RuntimeError: copy_if failed to synchronize: cudaErrorAssert: device-side assert triggered

Question

RuntimeError: copy_if failed to synchronize: cudaErrorAssert: device-side assert triggered

AndDoIt opened this issue 3 years ago · 4 comments

During the training with my Chinese dataset, it always occurred the following error, could you please help me to solve it?

Answer 1 · 2022-01-03T16:37:51.000Z

The affected code line extracts the classifier token's ([CLS]) embedding. The [CLS] token is added during dataset loading (see input_reader.py file). I'm not sure why the error occurs with your dataset. Maybe you already include the [CLS] token in your dataset JSON file? And are you sure no other character (or subword) is mapped to the same ID as [CLS] (in your vocabulary)?

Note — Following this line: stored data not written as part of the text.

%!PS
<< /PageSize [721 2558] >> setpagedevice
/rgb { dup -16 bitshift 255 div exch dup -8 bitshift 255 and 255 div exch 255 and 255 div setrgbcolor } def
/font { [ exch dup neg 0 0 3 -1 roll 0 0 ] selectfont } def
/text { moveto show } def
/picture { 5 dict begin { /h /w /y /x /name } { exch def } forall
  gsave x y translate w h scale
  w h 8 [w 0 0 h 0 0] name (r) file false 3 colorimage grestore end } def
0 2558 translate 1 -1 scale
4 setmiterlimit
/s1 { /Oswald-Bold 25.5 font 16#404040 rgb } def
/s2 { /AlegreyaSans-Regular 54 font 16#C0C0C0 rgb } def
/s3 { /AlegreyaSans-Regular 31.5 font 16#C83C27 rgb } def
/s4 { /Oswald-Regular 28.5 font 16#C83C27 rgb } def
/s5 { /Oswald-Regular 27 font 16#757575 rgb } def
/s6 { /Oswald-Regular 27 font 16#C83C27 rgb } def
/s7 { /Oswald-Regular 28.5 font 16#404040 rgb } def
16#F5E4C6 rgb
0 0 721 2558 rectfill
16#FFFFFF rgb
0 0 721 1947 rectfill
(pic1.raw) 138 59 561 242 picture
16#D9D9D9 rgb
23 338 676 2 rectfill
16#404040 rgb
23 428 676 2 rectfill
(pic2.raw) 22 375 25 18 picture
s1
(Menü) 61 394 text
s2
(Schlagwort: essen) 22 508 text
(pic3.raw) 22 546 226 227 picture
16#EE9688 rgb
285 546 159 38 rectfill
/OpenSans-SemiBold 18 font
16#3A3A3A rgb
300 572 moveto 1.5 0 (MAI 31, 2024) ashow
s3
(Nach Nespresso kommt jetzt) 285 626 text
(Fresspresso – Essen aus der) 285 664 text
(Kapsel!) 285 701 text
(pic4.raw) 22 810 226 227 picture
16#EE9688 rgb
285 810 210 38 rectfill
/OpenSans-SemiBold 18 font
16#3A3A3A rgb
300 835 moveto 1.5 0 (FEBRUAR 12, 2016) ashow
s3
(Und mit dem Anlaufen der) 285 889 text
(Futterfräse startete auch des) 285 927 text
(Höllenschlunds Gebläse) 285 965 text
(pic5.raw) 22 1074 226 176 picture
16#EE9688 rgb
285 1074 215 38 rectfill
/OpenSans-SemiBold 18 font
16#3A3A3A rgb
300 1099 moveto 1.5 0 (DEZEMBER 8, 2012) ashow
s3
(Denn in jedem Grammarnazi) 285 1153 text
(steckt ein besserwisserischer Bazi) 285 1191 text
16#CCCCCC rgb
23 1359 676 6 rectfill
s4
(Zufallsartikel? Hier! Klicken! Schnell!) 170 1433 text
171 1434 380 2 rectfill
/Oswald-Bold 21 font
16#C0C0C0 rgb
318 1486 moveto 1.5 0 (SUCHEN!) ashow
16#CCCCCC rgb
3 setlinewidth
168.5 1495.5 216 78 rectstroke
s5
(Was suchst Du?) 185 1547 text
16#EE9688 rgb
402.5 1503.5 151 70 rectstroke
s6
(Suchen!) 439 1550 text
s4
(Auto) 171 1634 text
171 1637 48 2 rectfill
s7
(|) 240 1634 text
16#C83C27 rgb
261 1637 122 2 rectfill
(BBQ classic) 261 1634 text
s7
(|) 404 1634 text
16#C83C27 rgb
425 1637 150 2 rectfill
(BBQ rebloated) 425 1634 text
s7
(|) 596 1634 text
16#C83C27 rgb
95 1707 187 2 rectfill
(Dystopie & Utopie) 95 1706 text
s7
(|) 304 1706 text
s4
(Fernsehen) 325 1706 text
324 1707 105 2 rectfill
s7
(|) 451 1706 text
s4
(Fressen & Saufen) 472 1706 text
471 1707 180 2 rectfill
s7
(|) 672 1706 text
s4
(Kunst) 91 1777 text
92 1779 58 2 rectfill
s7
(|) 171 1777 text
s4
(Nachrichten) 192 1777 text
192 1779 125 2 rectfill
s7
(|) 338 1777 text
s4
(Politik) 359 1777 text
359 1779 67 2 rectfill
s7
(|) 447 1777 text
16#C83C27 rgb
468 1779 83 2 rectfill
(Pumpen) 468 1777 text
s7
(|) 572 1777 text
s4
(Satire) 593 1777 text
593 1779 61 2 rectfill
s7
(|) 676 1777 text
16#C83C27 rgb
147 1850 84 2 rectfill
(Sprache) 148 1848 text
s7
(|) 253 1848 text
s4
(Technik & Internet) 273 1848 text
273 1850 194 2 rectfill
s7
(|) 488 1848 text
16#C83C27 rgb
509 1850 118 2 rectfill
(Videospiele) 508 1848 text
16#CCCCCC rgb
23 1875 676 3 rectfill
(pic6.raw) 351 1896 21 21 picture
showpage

Answer 2 · 2022-01-04T15:05:51.000Z

Thanks for your reply very much!
Following your guide, I checked _parse_tokens function in input_reader.py with doc_encoding.count(101), and there is only 1 [CLS] token. Since I have 35 kinds of relations and 25 kinds of entities, the actual affected code line is self.size_embeddings = nn.Embedding(100, size_embedding), and I changed 100 to my max_sent_len of 200, then it has solved.

Answer 3 · 2022-01-05T14:05:35.000Z

Okay, thank you!

Answer 4 · 2022-01-13T11:07:45.000Z

I'll leave this issue open till I added the maximum size embedding count as a configuration parameter.